Thu, Mar 05, 2009 - Page 5 News List

Ozawa defends aide after arrest

PRESSURE? The Japanese opposition leader said a raid of his office by prosecutors might be politically motivated as parliamentary elections must take place before Sept. 10

AP , TOKYO

Japan’s opposition leader said yesterday he would not quit after the arrest of a key aide in a donations scandal that dealt a major blow to the party’s efforts to topple unpopular Prime Minister Taro Aso’s government.

Ichiro Ozawa, the leader of the Democratic Party of Japan and a top contender to become the next prime minister, said no laws were broken and suggested the arrest was politically motivated.

“What my aide has done is perfectly legal,” Ozawa said at a news conference, a day after the arrest of Takanori Okubo on suspicion of violating political funding regulations.

“I have nothing to feel guilty about,” Ozawa said.

Ozawa said Tuesday’s raid of his Tokyo office by prosecutors might be politically motivated, as elections for the lower house of parliament must take place by Sept. 10. Prosecutors yesterday also raided Ozawa’s local office in northern Iwate Prefecture.

“This unprecedented probe came as we are in the midst of heading toward the lower house polls. I feel this is an execution of power carried out by authorities in a politically and legally unfair manner,” he said.

Tokyo prosecutors allege that Ozawa’s political funding organization, Rikuzankai, received ¥21 million (US$216,000) in illegal donations between 2003 and 2006 from two political organizations headed by former executives at the scandal-tainted construction firm Nishimatsu Construction Co.

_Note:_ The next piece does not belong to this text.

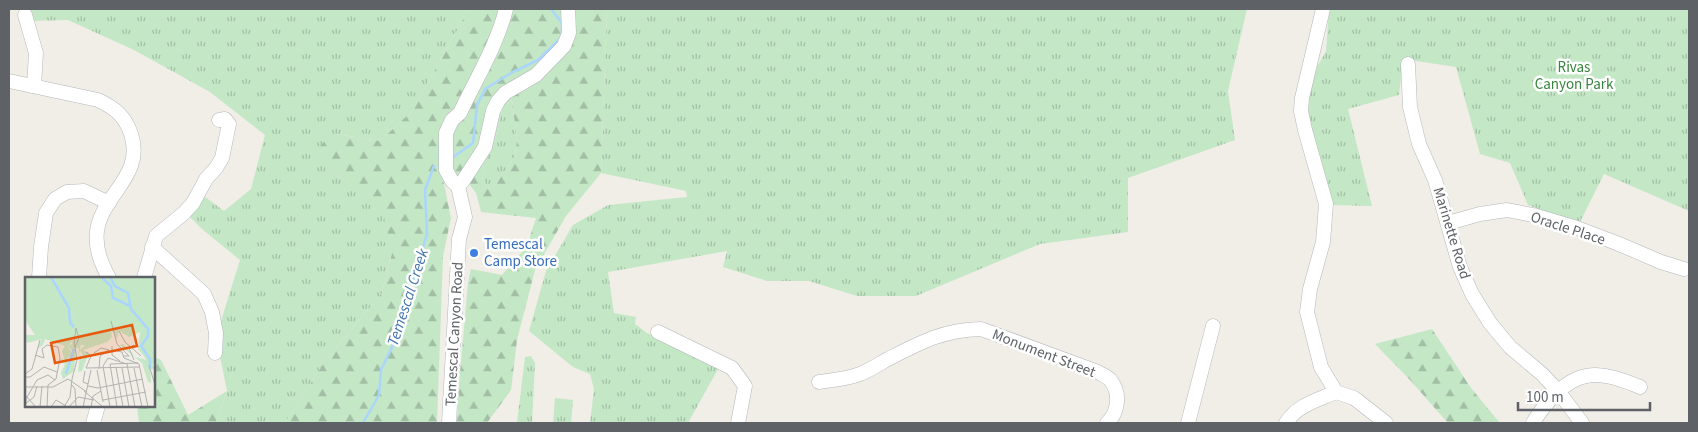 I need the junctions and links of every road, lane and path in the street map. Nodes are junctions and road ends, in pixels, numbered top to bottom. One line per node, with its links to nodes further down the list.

The two executives were also arrested on Tuesday on suspicion they used their organizations as a cover to funnel corporate donations, which is banned under Japanese political funding laws.

Okubo, 47, is the chief accountant of Rikuzankai.

Ozawa called the arrest of Okubo and the ensuing investigation “extremely unfair.”

The arrest was seen as a major setback to Japan’s largest opposition party, which is surging in popularity polls. Some experts say it could oust the Liberal Democratic Party in the next general election. The Liberal Democrats have ruled for most of the past 50 years.

Ozawa, once a powerful liberal democrat who later defected, has received more public support than Aso in recent voter polls.

In a survey by the Mainichi Shimbun last month, some 25 percent of respondents favored Ozawa as Japan’s next prime minister, against just 8 percent for Aso.

But Hiroshi Kawahara, political science professor at Tokyo’s Waseda University, said the arrest of Ozawa’s top aide would have repercussions for the opposition.

“It really marred the image of the party, as many voters see it as the only alternative to the Liberal Democratic Party,” Kawahara said.

If convicted, Okubo could receive up to five years in prison or a fine of up to ¥1 million.

The construction officials face up to three years in prison or fines of up to ¥500,000 for violating laws that ban company donations to political groups.

Company officials were not immediately available for comment.